(Items listed in a dataset)
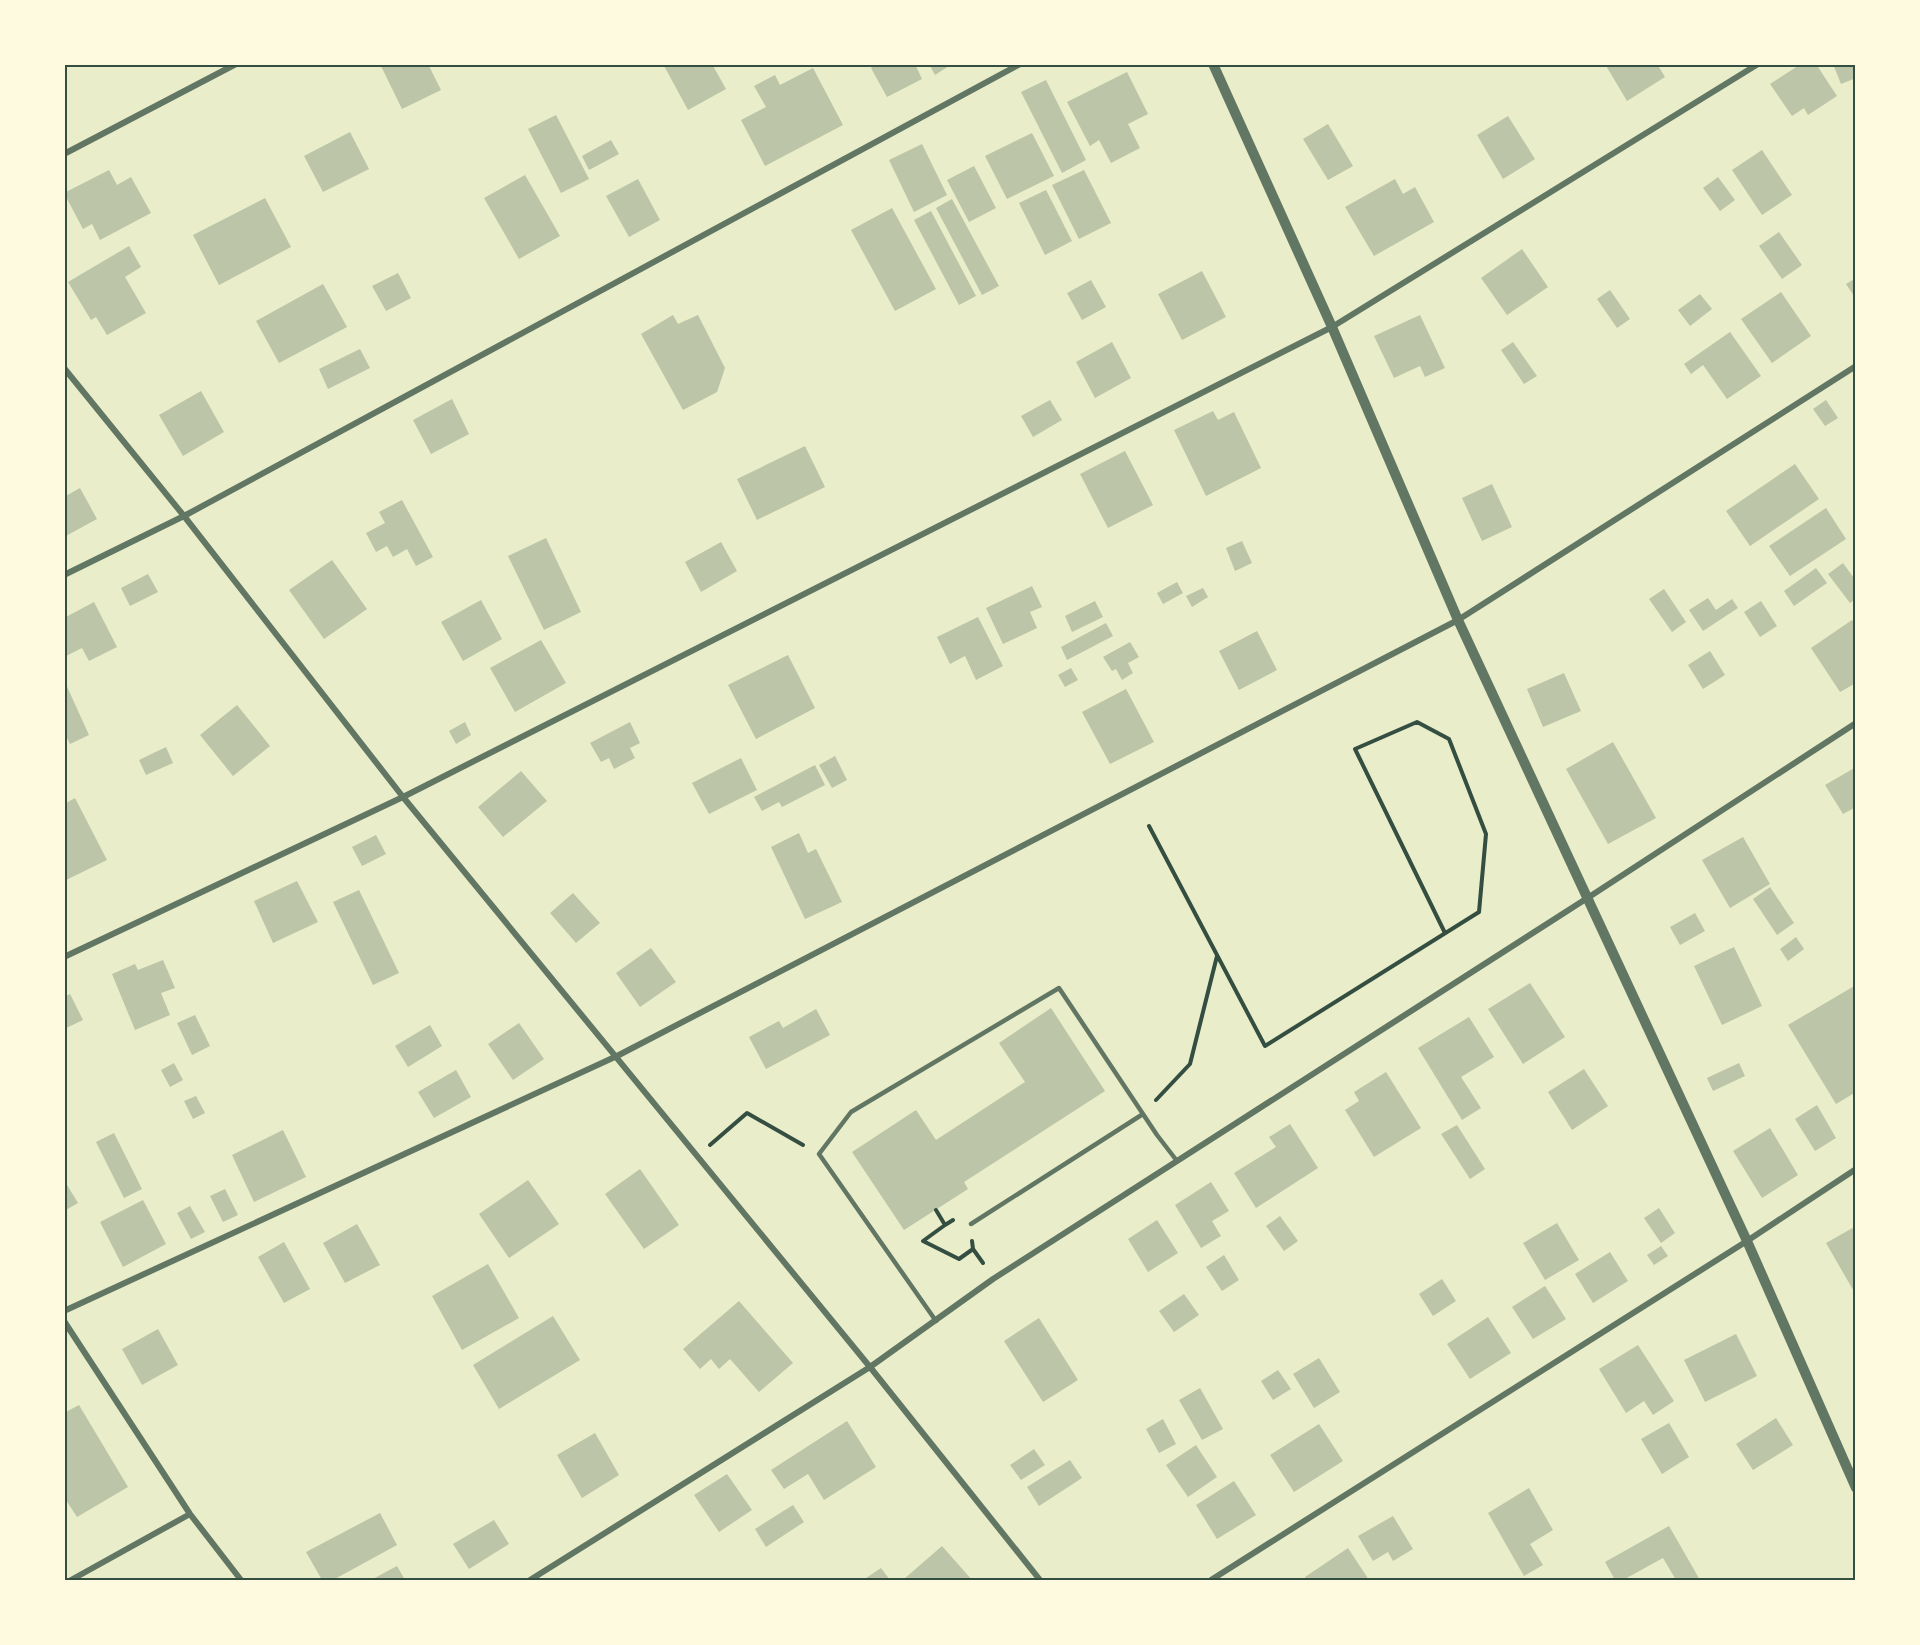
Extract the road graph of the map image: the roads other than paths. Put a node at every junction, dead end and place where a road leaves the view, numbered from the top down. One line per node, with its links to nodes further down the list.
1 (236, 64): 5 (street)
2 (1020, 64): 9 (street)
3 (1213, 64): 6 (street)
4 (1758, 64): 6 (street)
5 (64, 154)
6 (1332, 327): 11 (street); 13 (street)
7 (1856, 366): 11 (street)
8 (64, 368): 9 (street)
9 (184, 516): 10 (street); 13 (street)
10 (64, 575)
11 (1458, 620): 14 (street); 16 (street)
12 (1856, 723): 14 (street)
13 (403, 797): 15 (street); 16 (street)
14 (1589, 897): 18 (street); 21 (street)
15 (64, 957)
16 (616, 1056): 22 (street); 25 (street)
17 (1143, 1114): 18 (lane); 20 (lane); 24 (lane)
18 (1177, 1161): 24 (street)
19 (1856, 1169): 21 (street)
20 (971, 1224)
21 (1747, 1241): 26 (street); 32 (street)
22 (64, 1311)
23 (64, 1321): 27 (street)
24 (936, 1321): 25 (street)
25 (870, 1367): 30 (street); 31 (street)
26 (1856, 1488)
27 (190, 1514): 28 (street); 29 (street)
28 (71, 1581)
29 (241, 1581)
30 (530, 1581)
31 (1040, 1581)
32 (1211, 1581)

- _TASK BRIEF_:
Set the records down again exactly, with no pictures.

- _RESPONSE BOX_:
Extract the road graph of the map image: the roads other than paths. Put a node at every junction, dead end and place where a road leaves the view, numbered from the top down. One line per node, with its links to nodes further down the list.
1 (236, 64): 5 (street)
2 (1020, 64): 9 (street)
3 (1213, 64): 6 (street)
4 (1758, 64): 6 (street)
5 (64, 154)
6 (1332, 327): 11 (street); 13 (street)
7 (1856, 366): 11 (street)
8 (64, 368): 9 (street)
9 (184, 516): 10 (street); 13 (street)
10 (64, 575)
11 (1458, 620): 14 (street); 16 (street)
12 (1856, 723): 14 (street)
13 (403, 797): 15 (street); 16 (street)
14 (1589, 897): 18 (street); 21 (street)
15 (64, 957)
16 (616, 1056): 22 (street); 25 (street)
17 (1143, 1114): 18 (lane); 20 (lane); 24 (lane)
18 (1177, 1161): 24 (street)
19 (1856, 1169): 21 (street)
20 (971, 1224)
21 (1747, 1241): 26 (street); 32 (street)
22 (64, 1311)
23 (64, 1321): 27 (street)
24 (936, 1321): 25 (street)
25 (870, 1367): 30 (street); 31 (street)
26 (1856, 1488)
27 (190, 1514): 28 (street); 29 (street)
28 (71, 1581)
29 (241, 1581)
30 (530, 1581)
31 (1040, 1581)
32 (1211, 1581)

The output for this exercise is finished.